Unfortunately the way VQE is usually described, the evaluation of Eq. 1 is done on a quantum computer (with provable exponential speed-up over classical computers), but then the energy and the parameters of the wavefunction are fed into a classical optimizer which tries to give improved parameters which will lead to a lower (and therefore better) estimation of the energy. Because the Hamiltonians are usually very sparse, the cost of calculating Eq. 1 on a classical computer is usually not actually exponentially scaling unless we have an exponentially scaling number of parameters in the wavefunction, which would mean that the cost of the "classical optimization" component of the VQE procedure would essentially make it worthless to do the whole procedure on a quantum computer (because an exponentially large number of parameters would be fed into the classical optimizer to get updated into improved parameters, but if a classical computer is capable of storing that many parameters, then the classical computer might as well also calculate Eq. 1, i.e. just do the whole VQE procedure classically like we've been doing since 112+ years ago!).
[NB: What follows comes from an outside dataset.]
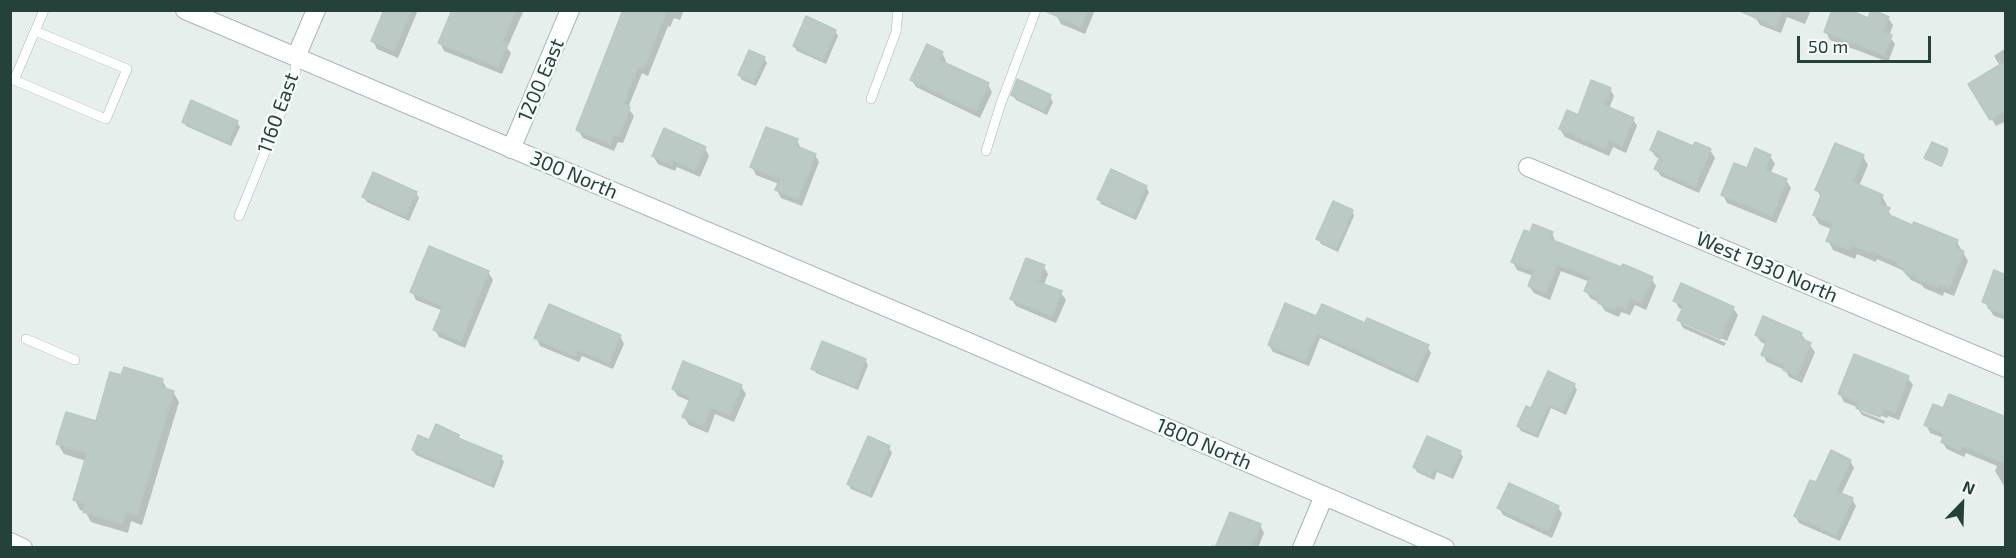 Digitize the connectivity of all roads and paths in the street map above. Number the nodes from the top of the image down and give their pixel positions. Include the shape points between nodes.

Also, if you can calculate Eq. 1 with exponential speed-up on a quantum computer, you should be able to calculate the energy in a more direct way such as with quantum phase estimation or other methods in the Hamiltonian simulation category.
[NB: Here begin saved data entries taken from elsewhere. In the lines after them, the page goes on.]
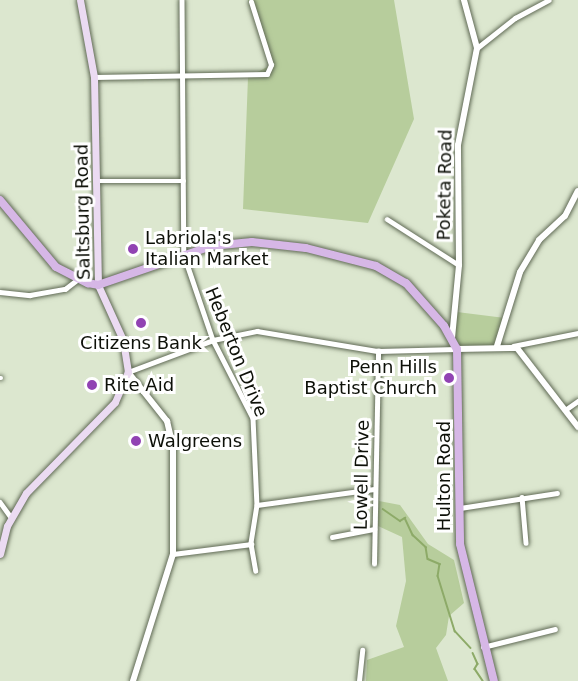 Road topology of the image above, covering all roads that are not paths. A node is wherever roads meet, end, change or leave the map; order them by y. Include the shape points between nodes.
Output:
1 (80, 0) edge
2 (182, 0) edge
3 (464, 0) edge
4 (545, 0) edge
5 (251, 2) dead end
6 (477, 48) junction
7 (94, 77) junction
8 (184, 78) junction
9 (97, 182) junction
10 (184, 182) junction
11 (578, 191) edge
12 (0, 200) edge
13 (575, 203) edge
14 (387, 219) dead end
15 (184, 255) junction
16 (459, 265) junction
17 (77, 280) junction
18 (98, 285) junction
19 (0, 292) edge
20 (578, 333) edge
21 (452, 338) junction
22 (213, 340) junction
23 (497, 346) junction
24 (513, 346) junction
25 (457, 349) junction
26 (378, 351) junction
27 (128, 372) junction
28 (578, 401) edge
29 (565, 410) junction
30 (578, 427) edge
31 (374, 489) junction
32 (557, 493) dead end
33 (522, 497) junction
34 (0, 502) edge
35 (257, 505) junction
36 (460, 508) junction
37 (11, 517) junction
38 (374, 529) junction
39 (332, 537) dead end
40 (526, 543) dead end
41 (251, 544) junction
42 (0, 554) edge
43 (173, 554) junction
44 (374, 564) dead end
45 (256, 571) dead end
46 (555, 630) dead end
47 (483, 647) junction
48 (362, 650) dead end
49 (133, 681) edge
50 (359, 681) edge
51 (494, 681) edge

1 - 7 main road, Saltsburg Road
2 - 8 street, Heberton Drive
3 - 6 street, Poketa Road
4 - 6 street
5 - 8 street via 269,55 270,70 259,77
6 - 16 street, Poketa Road via 458,145
7 - 8 street
7 - 9 main road, Saltsburg Road
8 - 10 street, Heberton Drive
9 - 10 street
9 - 18 main road, Saltsburg Road
10 - 15 street, Heberton Drive
11 - 13 street
12 - 17 main road via 45,256
13 - 23 street via 539,240 520,272
14 - 16 street
15 - 18 main road, Hulton Road
15 - 21 main road, Hulton Road via 211,246 252,242 306,248 376,266 406,283
15 - 22 street, Heberton Drive
16 - 21 street, Poketa Road
17 - 18 main road
17 - 19 street via 65,289 30,295
18 - 27 main road, Saltsburg Road via 123,340
20 - 24 street
21 - 25 main road, Hulton Road
22 - 26 street via 257,331
22 - 27 street
22 - 35 street, Heberton Drive via 253,418
23 - 24 street
23 - 25 street
24 - 29 street via 528,358
25 - 26 street
25 - 36 main road, Hulton Road
26 - 31 street, Lowell Drive
27 - 37 main road via 115,402 32,486
27 - 43 street via 154,401 169,430 173,448
28 - 29 street
29 - 30 street
31 - 35 street
31 - 38 street, Lowell Drive
32 - 33 street
33 - 36 street
33 - 40 street
34 - 37 street
35 - 41 street, Heberton Drive
36 - 47 main road, Hulton Road via 462,556
37 - 42 main road
38 - 39 street
38 - 44 street, Lowell Drive
41 - 43 street
41 - 45 street, Heberton Drive
43 - 49 street
46 - 47 street
47 - 51 main road, Hulton Road
48 - 50 street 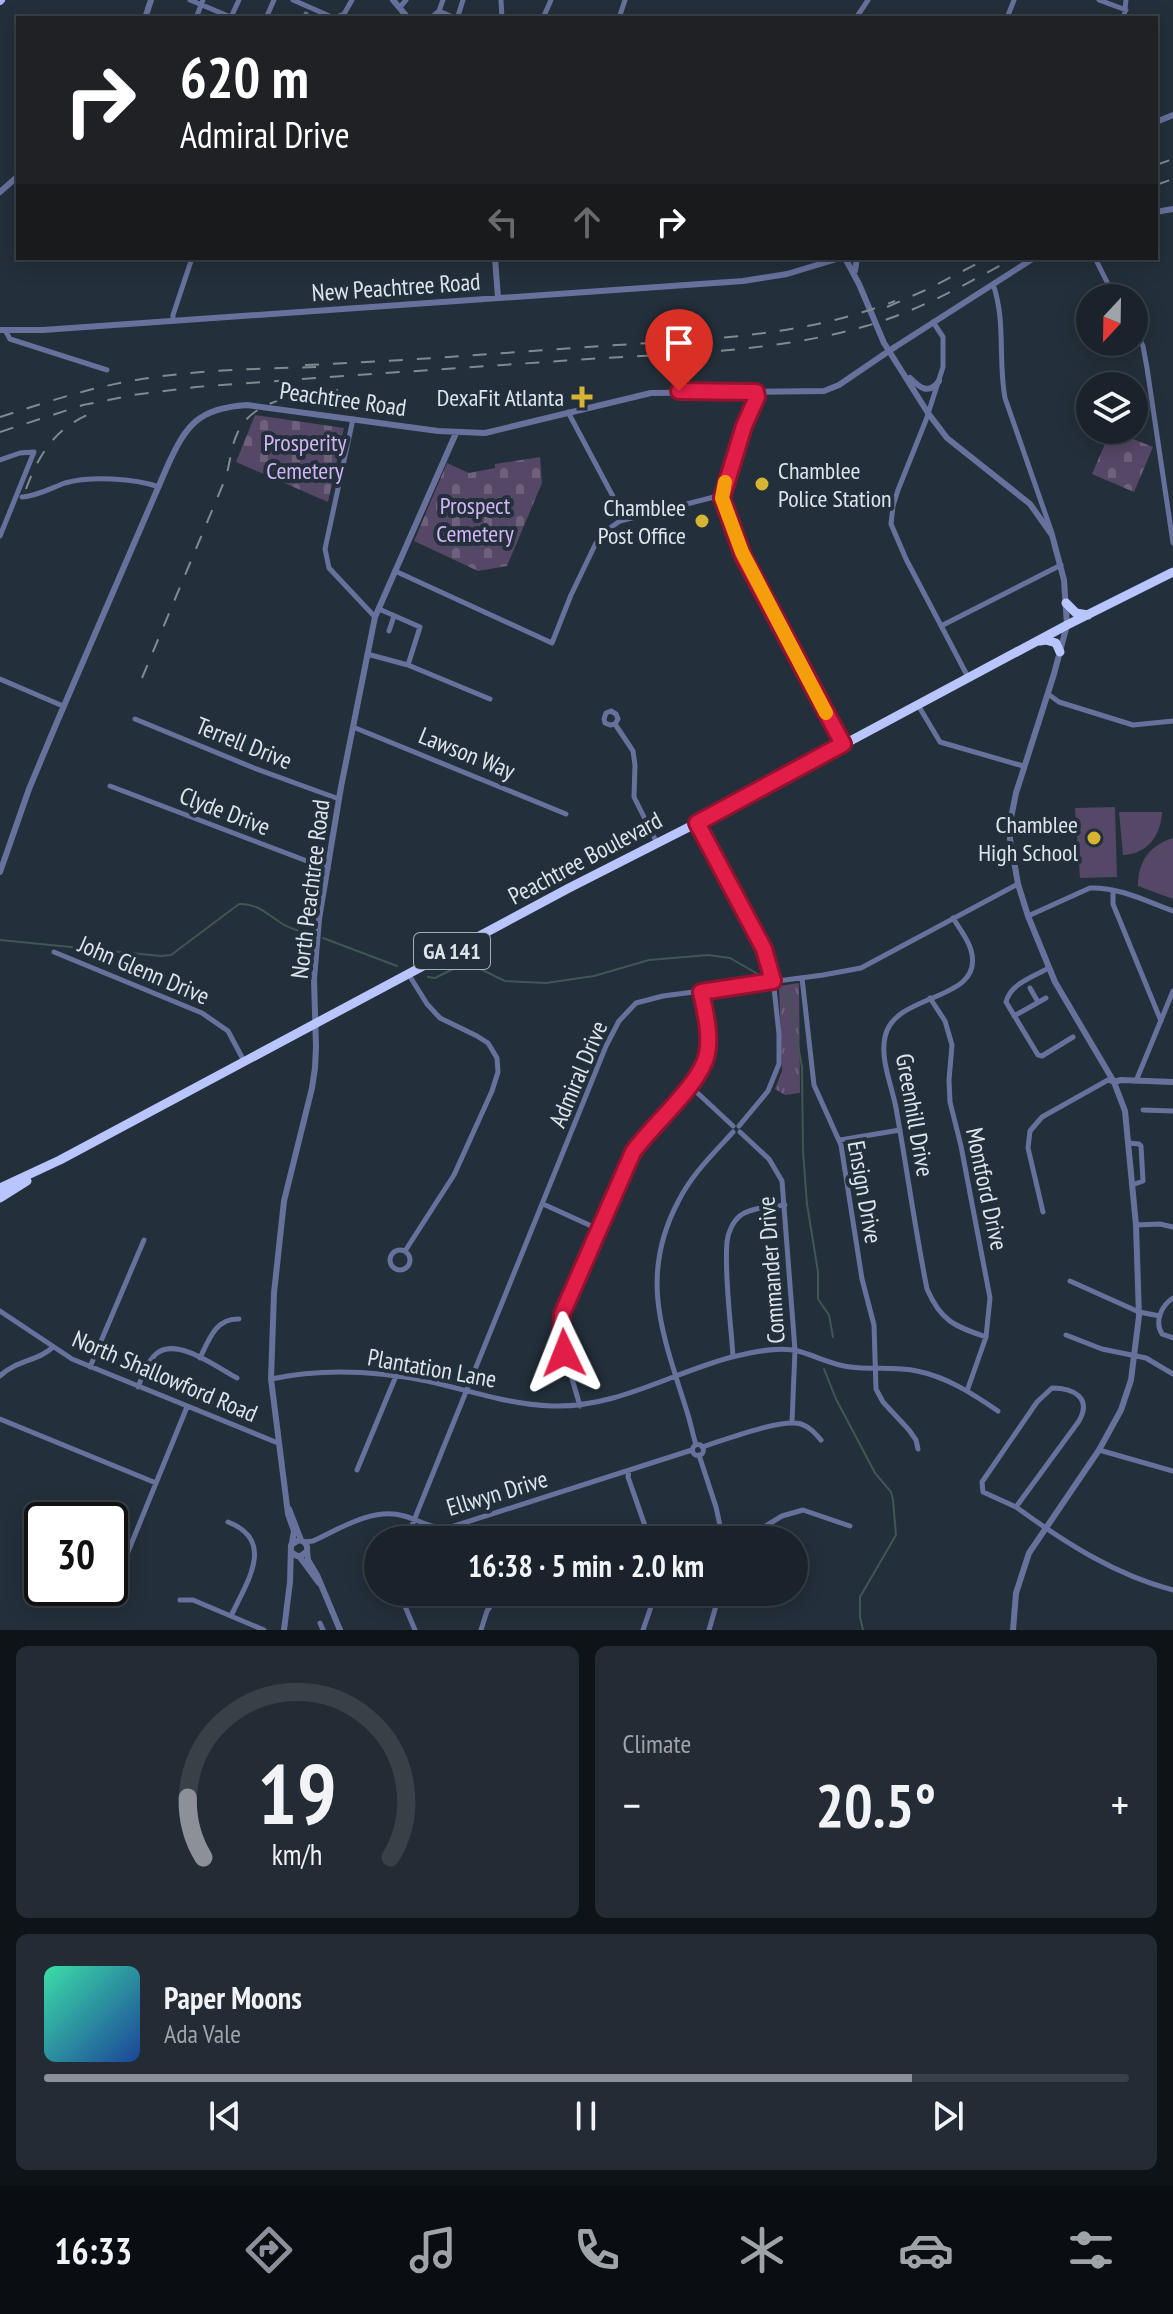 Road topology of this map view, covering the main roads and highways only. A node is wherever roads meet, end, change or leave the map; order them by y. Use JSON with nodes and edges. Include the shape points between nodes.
{"nodes":[{"id":1,"x":1173,"y":572,"type":"edge"},
{"id":2,"x":1066,"y":603,"type":"road end"},
{"id":3,"x":1088,"y":615,"type":"junction"},
{"id":4,"x":1037,"y":642,"type":"junction"},
{"id":5,"x":1060,"y":652,"type":"road end"},
{"id":6,"x":60,"y":1160,"type":"junction"},
{"id":7,"x":0,"y":1188,"type":"edge"},
{"id":8,"x":0,"y":1198,"type":"edge"}],
"edges":[{"from":1,"to":3,"type":"highway","name":"Peachtree Boulevard","number":"GA 141"},
{"from":2,"to":3,"type":"highway"},
{"from":3,"to":4,"type":"highway","name":"Peachtree Boulevard","number":"GA 141"},
{"from":4,"to":5,"type":"highway","via":[[1053,641]]},
{"from":4,"to":6,"type":"highway","name":"Peachtree Boulevard","number":"GA 141"},
{"from":6,"to":7,"type":"highway","name":"Peachtree Boulevard","number":"GA 141"},
{"from":6,"to":8,"type":"highway","name":"Peachtree Boulevard","number":"GA 141"}]}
So then why did such a buzz around the term "VQE" arise since 2014?
Let's now talk about the coupled cluster method. This is a polynomially scaling classical algorithm for estimating quantum mechanical energies, and it is used extremely widely in quantum chemistry, where people use it to solve real-world problems about predicting the behavior of chemicals on a computer before doing dangerous experiments in a lab (unlike factoring numbers or cracking a Deutsch-Jozsa blackbox). It has widely been called the "gold standard" of quantum chemistry. Coupled cluster is not in general variational, and this is sometimes a concern for quantum chemists. Variational coupled cluster (vCC) and unitary coupled cluster (uCC) do exist as algorithms for classical computers, but are not considered practical, and the early VQE papers (for example in 2017) promoted the fact that quantum computers executing VQE could do uCC (meaning, an improved version of the "gold standard" of quantum chemistry). But unfortunately uCC this is just an improved version of a polynomially scaling energy estimation, whose advantage arises because there's only a polynomially scaling number of parameters in the wavefunction model, which is also a disadvantage because it doesn't have the exponentially scaling number of parameters required to get the "true" energy (in other words, it just gives an "estimation" of the energy which may or may not be slightly better than what people are doing on classical computers already).
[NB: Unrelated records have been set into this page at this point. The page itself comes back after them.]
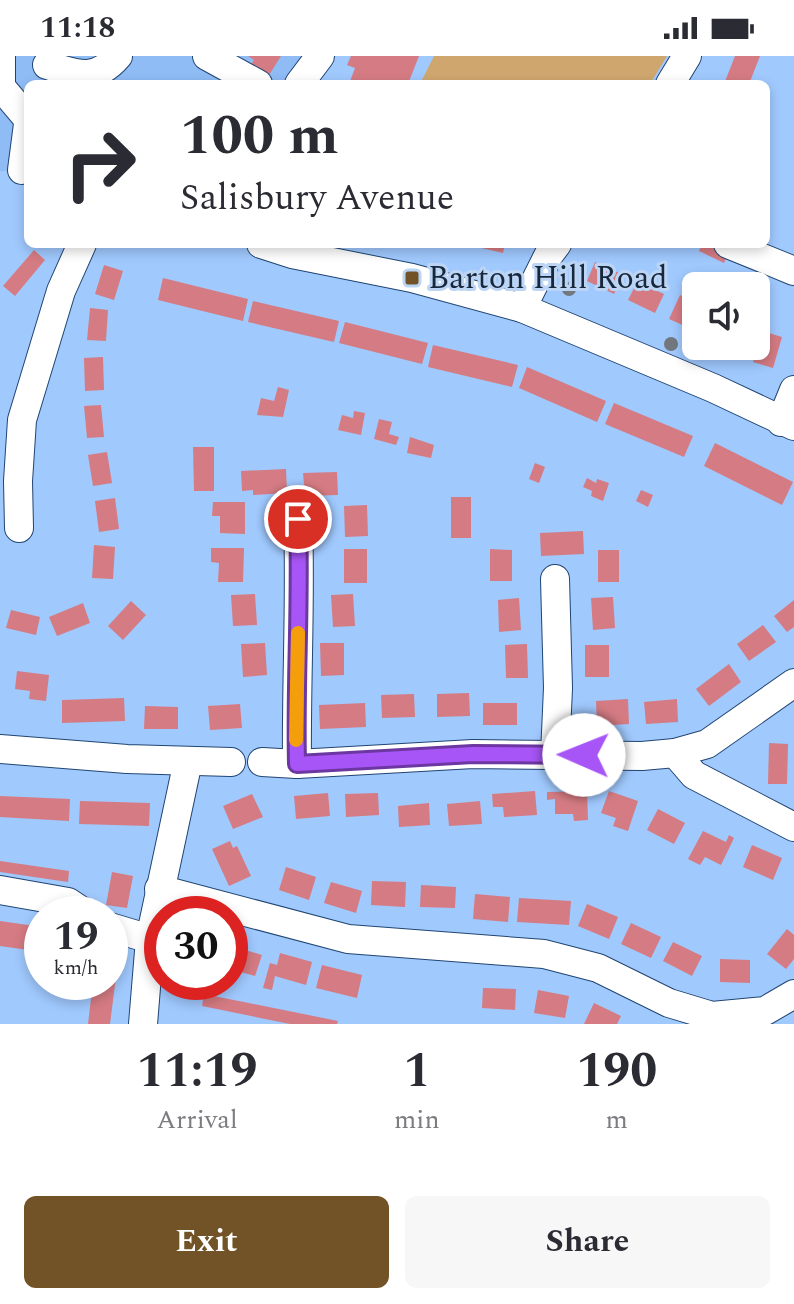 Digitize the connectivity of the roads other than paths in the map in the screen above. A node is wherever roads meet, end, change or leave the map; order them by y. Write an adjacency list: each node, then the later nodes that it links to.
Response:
1 (1, 56): 10 (street)
2 (118, 56): 6 (street)
3 (207, 56): 7 (street)
4 (320, 56): 8 (street)
5 (687, 56): 9 (street)
6 (47, 65)
7 (251, 80)
8 (302, 80)
9 (672, 80)
10 (24, 117)
11 (24, 139): 12 (street)
12 (17, 170)
13 (80, 248): 22 (street)
14 (273, 248): 18 (street)
15 (554, 248): 18 (street)
16 (738, 248): 17 (street)
17 (794, 271)
18 (522, 308): 20 (street)
19 (794, 390): 20 (street)
20 (788, 424)
21 (298, 519): 31 (street)
22 (19, 528)
23 (555, 579): 27 (street)
24 (794, 683): 26 (street)
25 (0, 749): 28 (street)
26 (675, 753): 27 (street); 32 (street)
27 (555, 755): 31 (street)
28 (188, 761): 29 (street); 33 (street)
29 (231, 762)
30 (262, 762): 31 (street)
31 (297, 764)
32 (794, 827)
33 (159, 889): 36 (street); 37 (street)
34 (0, 890): 35 (street)
35 (34, 896)
36 (158, 896)
37 (794, 994)
38 (145, 1000): 39 (street)
39 (143, 1024)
While the above paragraph might be a bit depressing, the popularity of VQE with uCC circa 2017 led also to new methods like the hardware efficient ansatz in 2017 and qubit coupled cluster in 2018. The former created a huge buzz in the pop-sci media, not because VQE is promising, but because it was one of the world's biggest hardware companies (IBM) demonstrating an attempt at a solution of a real-world problem on real quantum hardware (a big deal back in 2017!) and publishing it in Nature; and the latter 2018 paper was actually very interesting science in itself.